Research on improving boundary-awareness in long-context language models using the BiMix-LM method based on TV-Regularized Dual-Spectral Routing.
Keywords: Long-context language modeling; Transformer alternatives; Token mixing; Dual-spectral routing; Frequency-band gating; DCT; Chebyshev polynomials; Total variation (TV) regularization; Convex optimization; Interpretability; Boundary-aware modeling; Gate distillation.

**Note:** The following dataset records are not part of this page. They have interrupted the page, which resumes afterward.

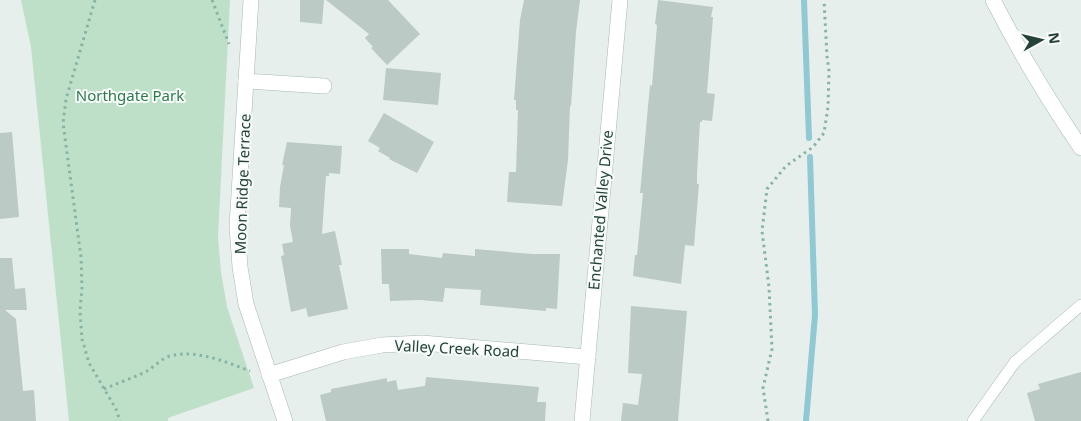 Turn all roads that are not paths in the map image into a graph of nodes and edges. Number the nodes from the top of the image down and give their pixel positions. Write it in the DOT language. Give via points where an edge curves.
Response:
graph roads {
  1 [pos="250,0"];
  2 [pos="620,0"];
  3 [pos="992,0"];
  4 [pos="246,81"];
  5 [pos="324,86"];
  6 [pos="1081,148"];
  7 [pos="1081,305"];
  8 [pos="588,357"];
  9 [pos="270,375"];
  10 [pos="285,421"];
  11 [pos="582,421"];
  12 [pos="973,421"];
  1 -- 4 [label="street, Moon Ridge Terrace"];
  2 -- 8 [label="street, Enchanted Valley Drive"];
  3 -- 6 [label="street"];
  4 -- 5 [label="street"];
  4 -- 9 [label="street, Moon Ridge Terrace" via="237,226 240,267 246,304"];
  7 -- 12 [label="lane" via="1015,362"];
  8 -- 9 [label="street, Valley Creek Road" via="422,343 382,345 343,352"];
  8 -- 11 [label="street, Enchanted Valley Drive"];
  9 -- 10 [label="street, Moon Ridge Terrace"];
} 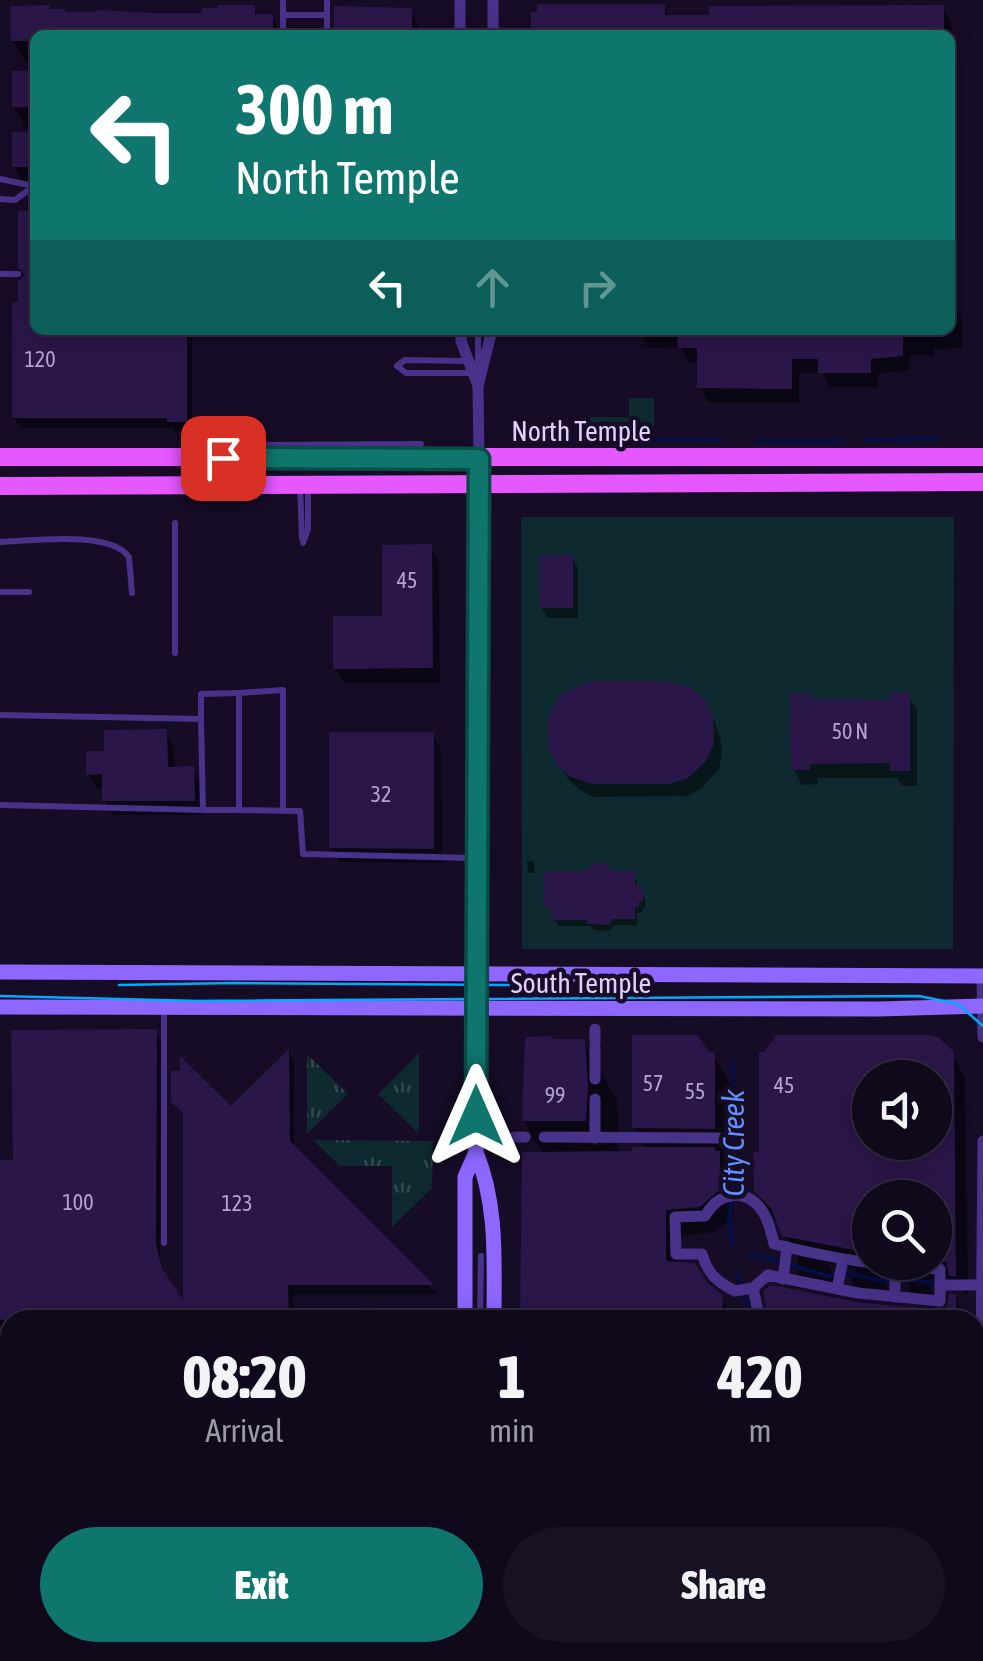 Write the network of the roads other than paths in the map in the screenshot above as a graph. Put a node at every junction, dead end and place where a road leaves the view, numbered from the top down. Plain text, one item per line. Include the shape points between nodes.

Abstract: Long-context language modeling exhibits heterogeneous positional structure: smooth global regularities (e.g., topic drift and stylistic rhythm) co-exist with sharp, boundary-localized transitions (e.g., paragraph/section breaks and code delimiters). Standard Transformers typically rely on a single positional scheme and a single token mixer, which makes it hard to separate global versus boundary-sensitive phenomena and limits interpretability. This paper introduces BiMix-LM, a dual-spectral gated token mixer designed to decouple these two behaviors for long sequences. BiMix-LM constructs two parallel spectral branches over token positions: a DCT branch targeting smooth, quasi-periodic structure and a Chebyshev branch emphasizing boundary-sensitive variation. To obtain interpretable routing across positional frequency bands, BiMix-LM employs band-wise gates optimized on the frequency axis with a TV-regularized, box-constrained convex objective, yielding piecewise-smooth gate maps; the optimized gates are then distilled into a lightweight gating network for end-to-end training and efficient inference.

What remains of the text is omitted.